At night while lying in bed I could feel the phantom undertow of the ocean: pull and release, pull and release, pull and release.

We would sleep with the windows open and listen to the ocean crash in the distance never knowing if the sea would be calm or rough the next morning and never understanding or questioning why.  It simply was.  My brothers and I would wake early, eat our breakfast as quickly as possible, wait the obligatory thirty minutes mandated by my mother and then run down the boardwalk from our rental beach house and through the still cool powdery sand.
Hesitating for a moment, one of us would then take the lead and run headlong into the cold water and the rest would follow.  We would float in the sea like bell buoys occasionally shouting out “This one looks like a good one!” and quickly paddle either towards or away from the wave.

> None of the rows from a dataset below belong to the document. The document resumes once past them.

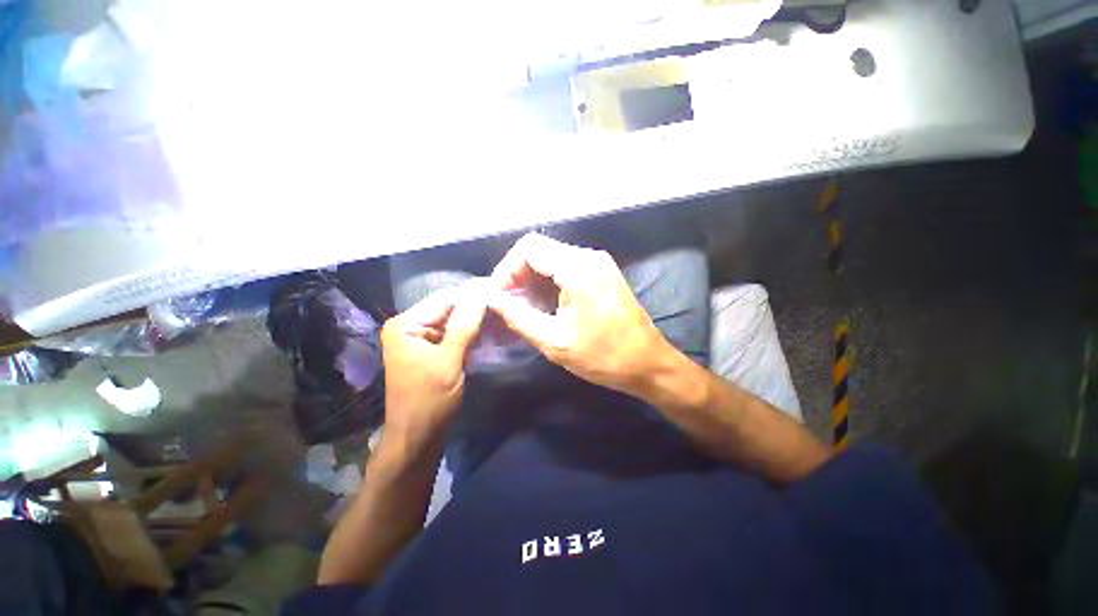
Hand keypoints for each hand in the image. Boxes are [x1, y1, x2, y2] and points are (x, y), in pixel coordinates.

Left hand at [381, 287, 486, 440]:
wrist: (417, 437)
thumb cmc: (429, 401)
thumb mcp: (449, 362)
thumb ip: (464, 327)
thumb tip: (481, 295)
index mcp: (406, 325)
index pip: (444, 299)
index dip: (472, 295)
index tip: (500, 291)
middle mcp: (409, 326)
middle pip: (447, 308)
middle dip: (474, 307)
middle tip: (504, 303)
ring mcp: (419, 338)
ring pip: (452, 320)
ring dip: (474, 319)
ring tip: (500, 313)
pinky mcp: (429, 349)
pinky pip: (452, 333)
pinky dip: (469, 332)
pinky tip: (487, 329)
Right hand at [488, 233, 674, 396]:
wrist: (648, 364)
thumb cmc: (603, 356)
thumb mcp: (554, 341)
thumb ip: (518, 316)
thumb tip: (492, 300)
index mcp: (579, 268)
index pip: (529, 248)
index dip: (506, 269)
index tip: (497, 295)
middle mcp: (590, 257)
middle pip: (540, 250)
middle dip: (517, 274)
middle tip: (506, 303)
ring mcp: (598, 264)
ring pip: (552, 258)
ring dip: (532, 279)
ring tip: (520, 306)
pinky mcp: (602, 274)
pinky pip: (566, 268)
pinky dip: (548, 281)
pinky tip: (542, 303)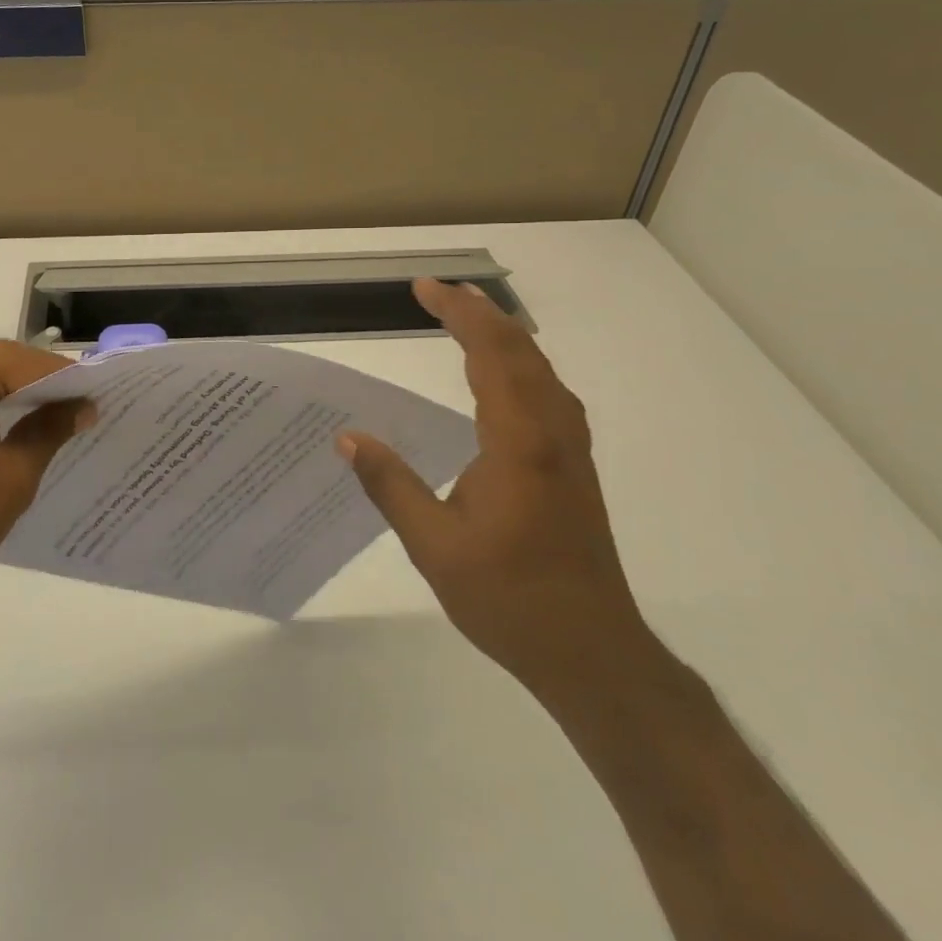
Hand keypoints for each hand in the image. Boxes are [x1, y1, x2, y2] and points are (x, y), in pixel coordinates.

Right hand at [337, 278, 650, 697]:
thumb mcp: (435, 546)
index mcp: (519, 442)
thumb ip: (391, 485)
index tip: (423, 288)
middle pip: (521, 350)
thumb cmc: (510, 598)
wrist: (593, 652)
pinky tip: (503, 377)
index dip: (458, 313)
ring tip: (467, 317)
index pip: (490, 354)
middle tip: (437, 291)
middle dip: (479, 312)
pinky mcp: (575, 467)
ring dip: (504, 334)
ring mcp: (570, 450)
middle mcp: (551, 433)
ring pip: (541, 369)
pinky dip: (520, 363)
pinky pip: (548, 392)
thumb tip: (348, 438)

If it turned out to be promising we would turn towards shore and swim to catch the swell and ride on top of it, millions of tiny air bubbles fizzing around us.   The excitement of the ride was tempered by the realization that a wave could suddenly become too strong and plunge us underwater rolling us head over heels along the sandy bottom and causing us to inhale the burning salty water through our noses.  And so as a child, I became the ocean’s flotsam and jetsam for a week every summer on the outer banks of North Carolina.
One of the last visits to the beach with my father stretched from one week to two.  His intent was to shield us from the wave of publicity back home surrounding his disbarment as an attorney.  Just as I could not see the wave behind the current one, I did not see the financial ruin of our family on the horizon and my father’s name splashed across the newspapers.
I did not know or understand the science of waves as a child.  That a disturbance created by the air brushing against the water from as far away as one thousand miles could create a wave that I could not see until it threatened to topple me.
When I became a father I tried to teach my girls how to ride the waves. When they were little, I would pick them up and hold them close as we ventured into the water.  They trusted me then, as I used to trust my father to never let go.
But a wave is circular.  It wants to return and if you are not prepared the undertow created can pull your feet from under you and with your arms so full it can be impossible to maintain your balance.
My beautiful daughters are college age now and looking down from the crest of a wave in the same ocean I see that they have survived; best to stop pulling them towards me now and learn how to release.